Rebuild and untag flows

Two recently-added flows are where the per-face encryption and the deletion semantics meet recognition:

Rebuild from tagged photos (src/routes/people/[id]/slice-rebuild.ts + the GET /api/face-slices/unembedded endpoint). After the embedder swap wiped the pools (migration 0041), recognition can be reseeded from the stored face slices without re-tagging: decrypt each slice on-device, recover landmarks, embed, encrypt to the group’s current epoch key, and POST. Because the stored slice is a tight crop (the bounding box + 1 px), SCRFD won’t fire on it directly — so the rebuild pads the crop with neutral-grey margin before detection and maps the landmarks back to slice space.

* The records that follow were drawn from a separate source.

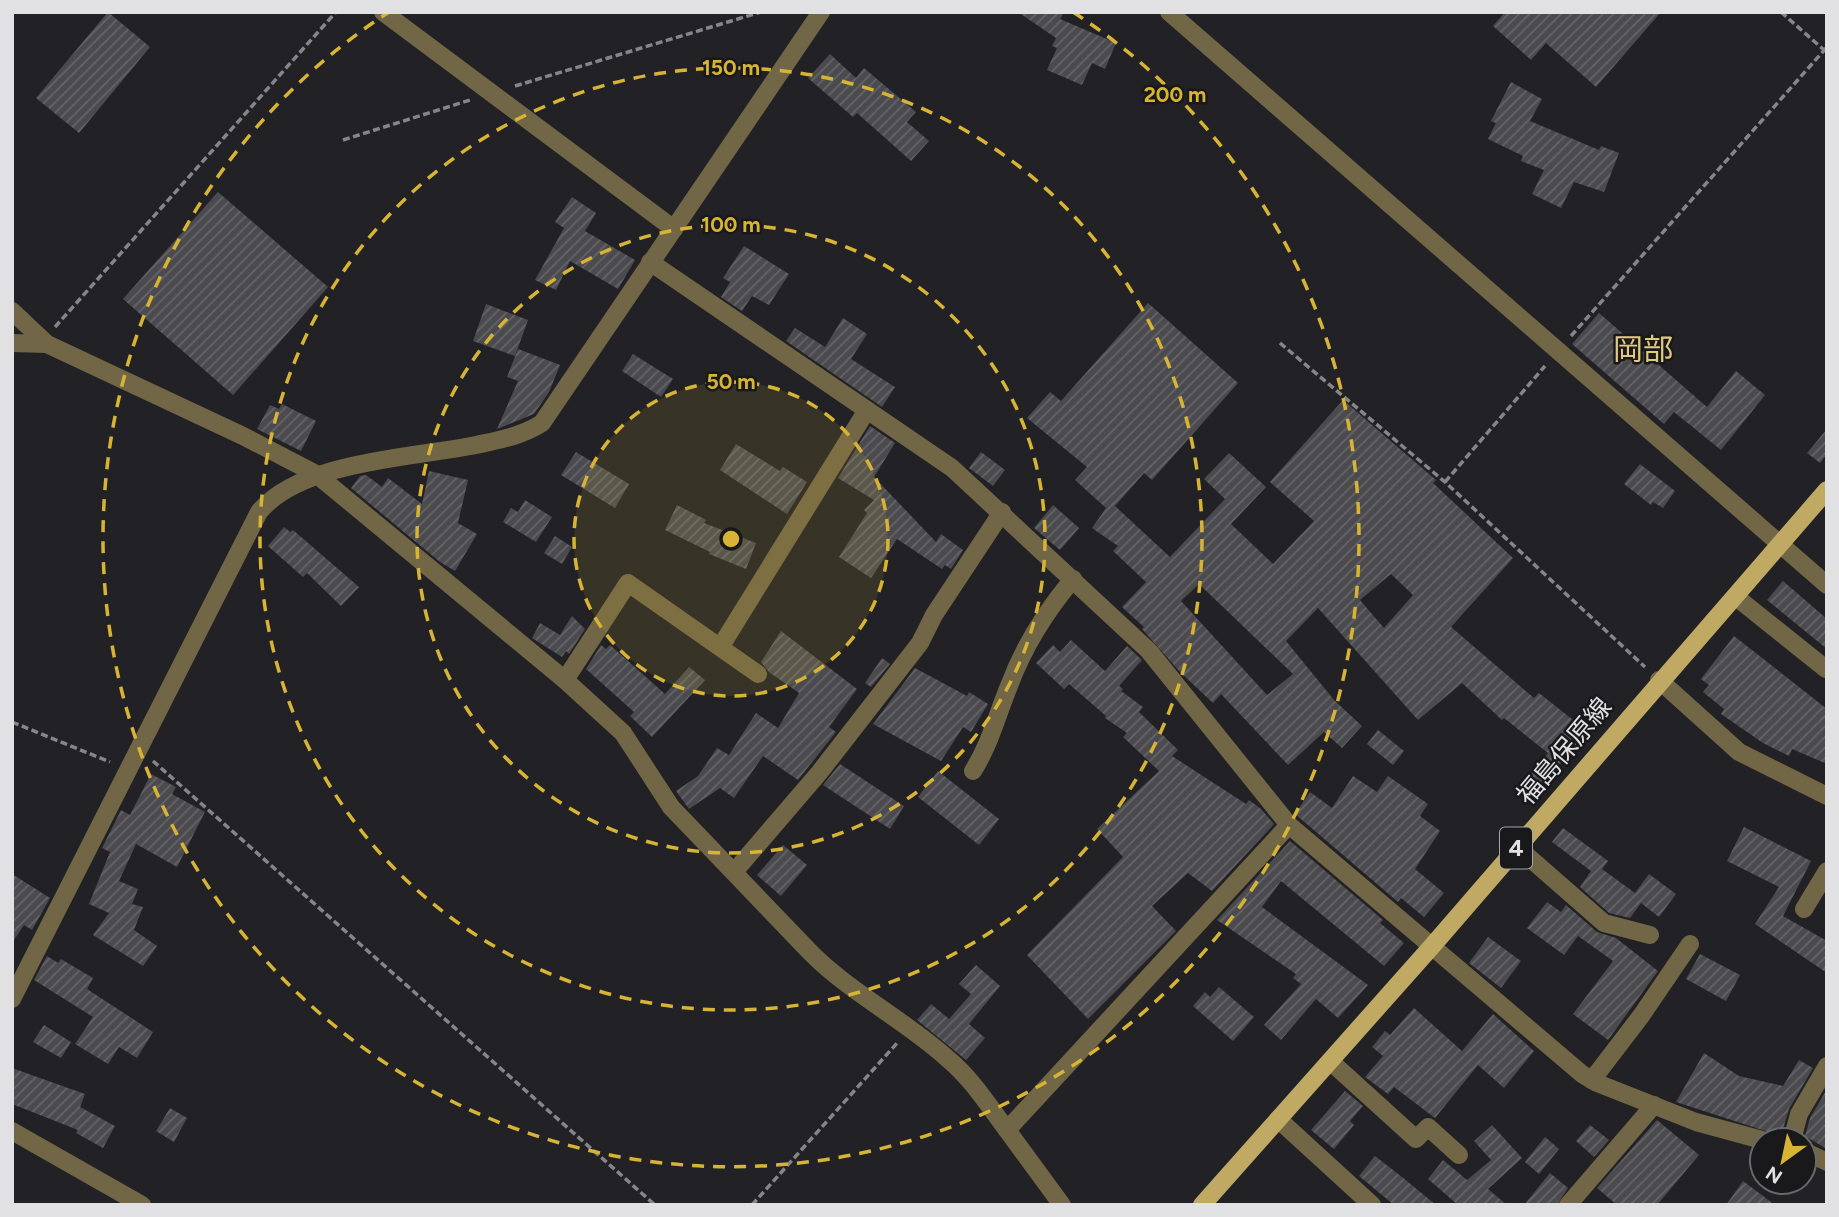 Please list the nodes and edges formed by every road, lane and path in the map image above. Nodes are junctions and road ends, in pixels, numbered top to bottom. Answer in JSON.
{"nodes":[{"id":1,"x":336,"y":12,"type":"edge"},
{"id":2,"x":383,"y":12,"type":"edge"},
{"id":3,"x":761,"y":12,"type":"edge"},
{"id":4,"x":821,"y":12,"type":"edge"},
{"id":5,"x":1169,"y":12,"type":"edge"},
{"id":6,"x":1781,"y":12,"type":"edge"},
{"id":7,"x":1825,"y":48,"type":"edge"},
{"id":8,"x":493,"y":93,"type":"junction"},
{"id":9,"x":343,"y":140,"type":"dead end"},
{"id":10,"x":674,"y":229,"type":"junction"},
{"id":11,"x":650,"y":262,"type":"junction"},
{"id":12,"x":12,"y":311,"type":"edge"},
{"id":13,"x":46,"y":342,"type":"junction"},
{"id":14,"x":12,"y":343,"type":"edge"},
{"id":15,"x":1280,"y":343,"type":"dead end"},
{"id":16,"x":1558,"y":350,"type":"junction"},
{"id":17,"x":867,"y":410,"type":"junction"},
{"id":18,"x":316,"y":474,"type":"junction"},
{"id":19,"x":1446,"y":482,"type":"junction"},
{"id":20,"x":1827,"y":490,"type":"edge"},
{"id":21,"x":1002,"y":512,"type":"junction"},
{"id":22,"x":1780,"y":544,"type":"junction"},
{"id":23,"x":1073,"y":579,"type":"junction"},
{"id":24,"x":1827,"y":584,"type":"edge"},
{"id":25,"x":1736,"y":597,"type":"junction"},
{"id":26,"x":721,"y":646,"type":"junction"},
{"id":27,"x":1826,"y":669,"type":"edge"},
{"id":28,"x":758,"y":674,"type":"dead end"},
{"id":29,"x":565,"y":680,"type":"junction"},
{"id":30,"x":1659,"y":680,"type":"junction"},
{"id":31,"x":12,"y":722,"type":"edge"},
{"id":32,"x":139,"y":749,"type":"junction"},
{"id":33,"x":128,"y":770,"type":"junction"},
{"id":34,"x":973,"y":771,"type":"dead end"},
{"id":35,"x":1827,"y":796,"type":"edge"},
{"id":36,"x":1289,"y":825,"type":"junction"},
{"id":37,"x":1517,"y":847,"type":"junction"},
{"id":38,"x":1827,"y":871,"type":"edge"},
{"id":39,"x":734,"y":872,"type":"junction"},
{"id":40,"x":1804,"y":909,"type":"dead end"},
{"id":41,"x":1650,"y":935,"type":"dead end"},
{"id":42,"x":1690,"y":944,"type":"dead end"},
{"id":43,"x":1433,"y":945,"type":"junction"},
{"id":44,"x":12,"y":999,"type":"edge"},
{"id":45,"x":908,"y":1030,"type":"junction"},
{"id":46,"x":1330,"y":1061,"type":"junction"},
{"id":47,"x":1827,"y":1066,"type":"edge"},
{"id":48,"x":1592,"y":1080,"type":"junction"},
{"id":49,"x":1654,"y":1105,"type":"junction"},
{"id":50,"x":1279,"y":1119,"type":"junction"},
{"id":51,"x":1796,"y":1126,"type":"edge"},
{"id":52,"x":1007,"y":1130,"type":"junction"},
{"id":53,"x":12,"y":1131,"type":"edge"},
{"id":54,"x":1748,"y":1136,"type":"edge"},
{"id":55,"x":1459,"y":1155,"type":"dead end"},
{"id":56,"x":142,"y":1205,"type":"edge"},
{"id":57,"x":655,"y":1205,"type":"edge"},
{"id":58,"x":752,"y":1205,"type":"edge"},
{"id":59,"x":1062,"y":1205,"type":"edge"},
{"id":60,"x":1202,"y":1205,"type":"edge"},
{"id":61,"x":1372,"y":1205,"type":"edge"},
{"id":62,"x":1568,"y":1205,"type":"edge"}],
"edges":[{"from":1,"to":13,"type":"path"},
{"from":2,"to":8,"type":"street"},
{"from":3,"to":8,"type":"path"},
{"from":4,"to":10,"type":"street"},
{"from":5,"to":16,"type":"street"},
{"from":6,"to":7,"type":"path"},
{"from":7,"to":16,"type":"path"},
{"from":8,"to":9,"type":"path"},
{"from":8,"to":10,"type":"street"},
{"from":10,"to":11,"type":"street"},
{"from":11,"to":17,"type":"street"},
{"from":11,"to":18,"type":"street"},
{"from":12,"to":13,"type":"street"},
{"from":13,"to":14,"type":"street"},
{"from":13,"to":18,"type":"street"},
{"from":15,"to":19,"type":"path"},
{"from":16,"to":19,"type":"path"},
{"from":16,"to":22,"type":"street"},
{"from":17,"to":21,"type":"street"},
{"from":17,"to":26,"type":"street"},
{"from":18,"to":29,"type":"street"},
{"from":18,"to":32,"type":"street"},
{"from":19,"to":30,"type":"path"},
{"from":20,"to":22,"type":"main road","name":"福島保原線","number":"4"},
{"from":21,"to":23,"type":"street"},
{"from":21,"to":39,"type":"street"},
{"from":22,"to":24,"type":"street"},
{"from":22,"to":25,"type":"main road","name":"福島保原線","number":"4"},
{"from":23,"to":34,"type":"street"},
{"from":23,"to":36,"type":"street"},
{"from":25,"to":27,"type":"street"},
{"from":25,"to":30,"type":"main road","name":"福島保原線","number":"4"},
{"from":26,"to":28,"type":"street"},
{"from":26,"to":29,"type":"street"},
{"from":29,"to":39,"type":"street"},
{"from":30,"to":35,"type":"street"},
{"from":30,"to":37,"type":"main road","name":"福島保原線","number":"4"},
{"from":31,"to":33,"type":"path"},
{"from":32,"to":33,"type":"street"},
{"from":32,"to":57,"type":"path"},
{"from":33,"to":44,"type":"street"},
{"from":36,"to":43,"type":"street"},
{"from":36,"to":52,"type":"street"},
{"from":37,"to":41,"type":"street"},
{"from":37,"to":43,"type":"main road","name":"福島保原線","number":"4"},
{"from":38,"to":40,"type":"street"},
{"from":39,"to":45,"type":"street"},
{"from":42,"to":48,"type":"street"},
{"from":43,"to":46,"type":"main road","name":"福島保原線","number":"4"},
{"from":43,"to":48,"type":"street"},
{"from":45,"to":52,"type":"street"},
{"from":45,"to":58,"type":"path"},
{"from":46,"to":50,"type":"main road","name":"福島保原線","number":"4"},
{"from":46,"to":55,"type":"street"},
{"from":47,"to":51,"type":"street"},
{"from":48,"to":49,"type":"street"},
{"from":49,"to":54,"type":"street"},
{"from":49,"to":62,"type":"street"},
{"from":50,"to":60,"type":"main road","name":"福島保原線","number":"4"},
{"from":50,"to":61,"type":"street"},
{"from":52,"to":59,"type":"street"},
{"from":53,"to":56,"type":"street"}]} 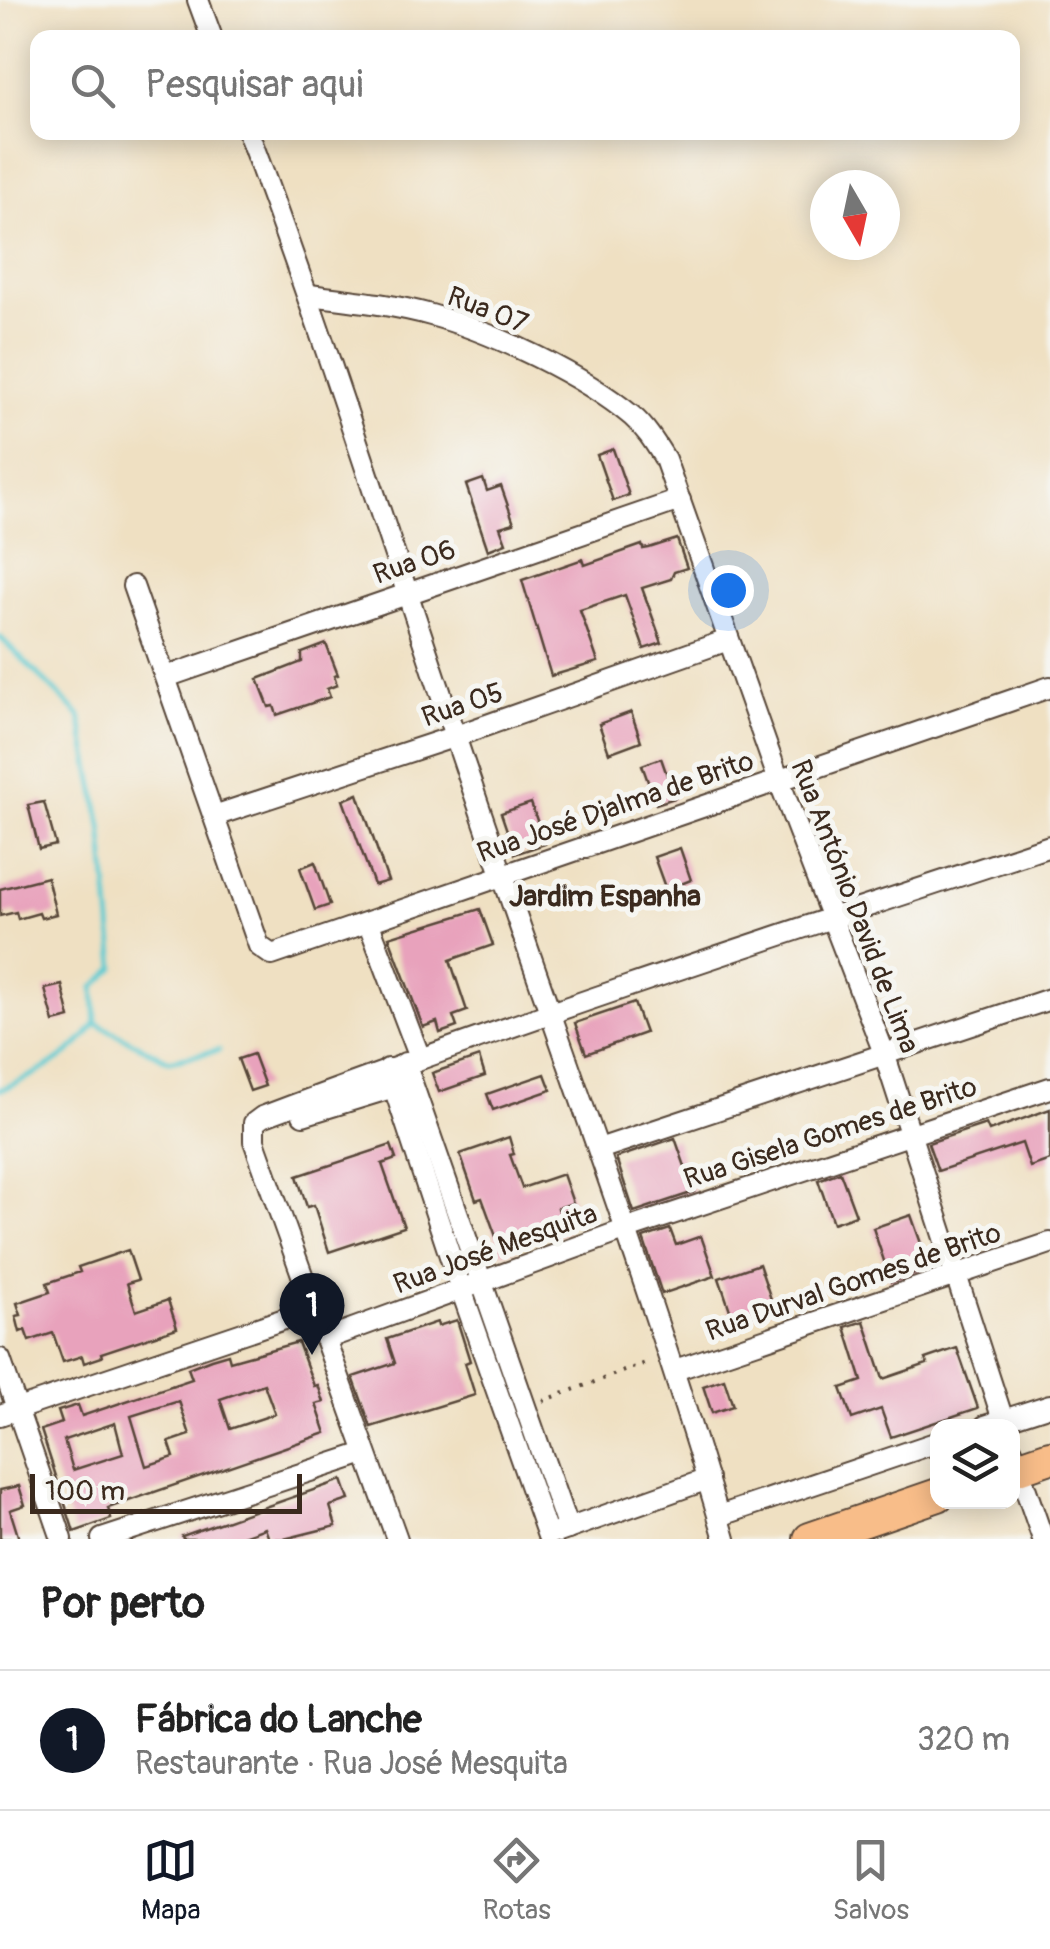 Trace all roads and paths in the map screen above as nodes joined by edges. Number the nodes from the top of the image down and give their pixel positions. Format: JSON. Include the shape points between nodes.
{"nodes":[{"id":1,"x":198,"y":0,"type":"edge"},
{"id":2,"x":209,"y":30,"type":"edge"},
{"id":3,"x":251,"y":140,"type":"edge"},
{"id":4,"x":309,"y":294,"type":"junction"},
{"id":5,"x":632,"y":416,"type":"joint"},
{"id":6,"x":680,"y":500,"type":"junction"},
{"id":7,"x":133,"y":586,"type":"dead end"},
{"id":8,"x":409,"y":592,"type":"junction"},
{"id":9,"x":728,"y":640,"type":"junction"},
{"id":10,"x":166,"y":677,"type":"junction"},
{"id":11,"x":1050,"y":688,"type":"edge"},
{"id":12,"x":456,"y":736,"type":"junction"},
{"id":13,"x":778,"y":778,"type":"junction"},
{"id":14,"x":214,"y":816,"type":"junction"},
{"id":15,"x":1050,"y":846,"type":"edge"},
{"id":16,"x":502,"y":875,"type":"junction"},
{"id":17,"x":833,"y":918,"type":"junction"},
{"id":18,"x":369,"y":924,"type":"junction"},
{"id":19,"x":1050,"y":999,"type":"edge"},
{"id":20,"x":551,"y":1012,"type":"junction"},
{"id":21,"x":884,"y":1053,"type":"junction"},
{"id":22,"x":404,"y":1072,"type":"junction"},
{"id":23,"x":1050,"y":1088,"type":"edge"},
{"id":24,"x":908,"y":1136,"type":"junction"},
{"id":25,"x":600,"y":1149,"type":"junction"},
{"id":26,"x":627,"y":1229,"type":"junction"},
{"id":27,"x":1050,"y":1244,"type":"edge"},
{"id":28,"x":956,"y":1276,"type":"junction"},
{"id":29,"x":482,"y":1282,"type":"junction"},
{"id":30,"x":461,"y":1289,"type":"junction"},
{"id":31,"x":314,"y":1309,"type":"junction"},
{"id":32,"x":325,"y":1339,"type":"junction"},
{"id":33,"x":0,"y":1359,"type":"edge"},
{"id":34,"x":672,"y":1362,"type":"junction"},
{"id":35,"x":1050,"y":1405,"type":"edge"},
{"id":36,"x":525,"y":1408,"type":"junction"},
{"id":37,"x":9,"y":1412,"type":"edge"},
{"id":38,"x":995,"y":1419,"type":"edge"},
{"id":39,"x":1013,"y":1419,"type":"edge"},
{"id":40,"x":930,"y":1445,"type":"edge"},
{"id":41,"x":365,"y":1452,"type":"junction"},
{"id":42,"x":1050,"y":1457,"type":"edge"},
{"id":43,"x":1020,"y":1461,"type":"edge"},
{"id":44,"x":1020,"y":1477,"type":"edge"},
{"id":45,"x":708,"y":1479,"type":"junction"},
{"id":46,"x":930,"y":1498,"type":"edge"},
{"id":47,"x":719,"y":1516,"type":"junction"},
{"id":48,"x":552,"y":1535,"type":"edge"},
{"id":49,"x":62,"y":1539,"type":"edge"},
{"id":50,"x":102,"y":1539,"type":"edge"},
{"id":51,"x":397,"y":1539,"type":"edge"},
{"id":52,"x":725,"y":1539,"type":"edge"},
{"id":53,"x":810,"y":1539,"type":"edge"},
{"id":54,"x":1044,"y":1539,"type":"edge"}],
"edges":[{"from":1,"to":2,"type":"street"},
{"from":3,"to":4,"type":"street"},
{"from":4,"to":5,"type":"street","name":"Rua 07","via":[[434,316],[490,336]]},
{"from":4,"to":8,"type":"street"},
{"from":5,"to":6,"type":"street","name":"Rua António David de Lima","via":[[665,459]]},
{"from":6,"to":8,"type":"street","name":"Rua 06"},
{"from":6,"to":9,"type":"street","name":"Rua António David de Lima"},
{"from":7,"to":10,"type":"street"},
{"from":8,"to":10,"type":"street","name":"Rua 06"},
{"from":8,"to":12,"type":"street"},
{"from":9,"to":12,"type":"street","name":"Rua 05"},
{"from":9,"to":13,"type":"street","name":"Rua António David de Lima"},
{"from":10,"to":14,"type":"street"},
{"from":11,"to":13,"type":"street","name":"Rua José Djalma de Brito"},
{"from":12,"to":14,"type":"street","name":"Rua 05"},
{"from":12,"to":16,"type":"street"},
{"from":13,"to":16,"type":"street","name":"Rua José Djalma de Brito"},
{"from":13,"to":17,"type":"street","name":"Rua António David de Lima"},
{"from":14,"to":18,"type":"street","name":"Rua José Djalma de Brito","via":[[267,954]]},
{"from":15,"to":17,"type":"street"},
{"from":16,"to":18,"type":"street","name":"Rua José Djalma de Brito"},
{"from":16,"to":20,"type":"street"},
{"from":17,"to":20,"type":"street"},
{"from":17,"to":21,"type":"street","name":"Rua António David de Lima"},
{"from":18,"to":22,"type":"street"},
{"from":19,"to":21,"type":"street"},
{"from":20,"to":22,"type":"street"},
{"from":20,"to":25,"type":"street"},
{"from":21,"to":24,"type":"street","name":"Rua António David de Lima"},
{"from":21,"to":25,"type":"street"},
{"from":22,"to":29,"type":"street"},
{"from":22,"to":30,"type":"street"},
{"from":22,"to":31,"type":"street","via":[[262,1117],[252,1129]]},
{"from":23,"to":24,"type":"street","name":"Rua Gisela Gomes de Brito"},
{"from":24,"to":26,"type":"street","name":"Rua Gisela Gomes de Brito"},
{"from":24,"to":28,"type":"street","name":"Rua António David de Lima"},
{"from":25,"to":26,"type":"street"},
{"from":26,"to":29,"type":"street","name":"Rua José Mesquita"},
{"from":26,"to":34,"type":"street"},
{"from":27,"to":28,"type":"street","name":"Rua Durval Gomes de Brito"},
{"from":28,"to":34,"type":"street","name":"Rua Durval Gomes de Brito"},
{"from":28,"to":38,"type":"street","name":"Rua António David de Lima"},
{"from":29,"to":30,"type":"street","name":"Rua José Mesquita"},
{"from":29,"to":36,"type":"street"},
{"from":30,"to":32,"type":"street","name":"Rua José Mesquita"},
{"from":30,"to":48,"type":"street"},
{"from":31,"to":32,"type":"street"},
{"from":31,"to":37,"type":"street"},
{"from":32,"to":41,"type":"street"},
{"from":33,"to":37,"type":"street"},
{"from":34,"to":36,"type":"path"},
{"from":34,"to":45,"type":"street"},
{"from":35,"to":39,"type":"street"},
{"from":36,"to":48,"type":"street"},
{"from":37,"to":49,"type":"street"},
{"from":40,"to":47,"type":"street"},
{"from":41,"to":50,"type":"street"},
{"from":41,"to":51,"type":"street"},
{"from":42,"to":43,"type":"main road"},
{"from":44,"to":54,"type":"street"},
{"from":45,"to":47,"type":"street"},
{"from":45,"to":48,"type":"street"},
{"from":46,"to":53,"type":"main road"},
{"from":47,"to":52,"type":"street"}]}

When even the padded crop yields no detection, it embeds the whole crop unaligned (resize-only) rather than skip; that’s safe under the MAX-cosine pool but leans on the multi-gated auto-tag for correctness. The flow is idempotent (a LEFT JOIN excludes already-embedded photos) and remembers attempted slices within a run.
Untag and photo deletion. person_embeddings.photo_id has no foreign key (see Data Model), so cascade is done in code: removing a person from a photo (removePersonFromPhoto) and deleting a photo both delete the embeddings by (person_group_id, photo_id) and, when an incorporated embedding is removed, drop the affected person_pools row and un-incorporate the survivors so the next rebuild re-ingests them. Statement order within that batch is load-bearing (deletes before un-incorporation). The client-side pool processed-cache is busted only on /people/[id] — any new untag surface must replicate that.

Where to look

image/face-detection.ts + scrfd-decode.ts (detect), image/face-alignment.ts (align), image/face-embedding.ts + full-res-embedding.ts + embedding-payload.ts (embed), image/pool-matching.ts + face-thresholds.ts + threshold-calibration.ts + quality.ts + template-pool.ts + face-clustering.ts (match), image/tflite-runtime.ts + workers/ml*.ts (runtime), pool-updater.ts + centroid-updater.ts + embedding-decrypt.ts (fold-in), service-worker.ts (model cache), routes/people/[id]/slice-rebuild.ts (rebuild).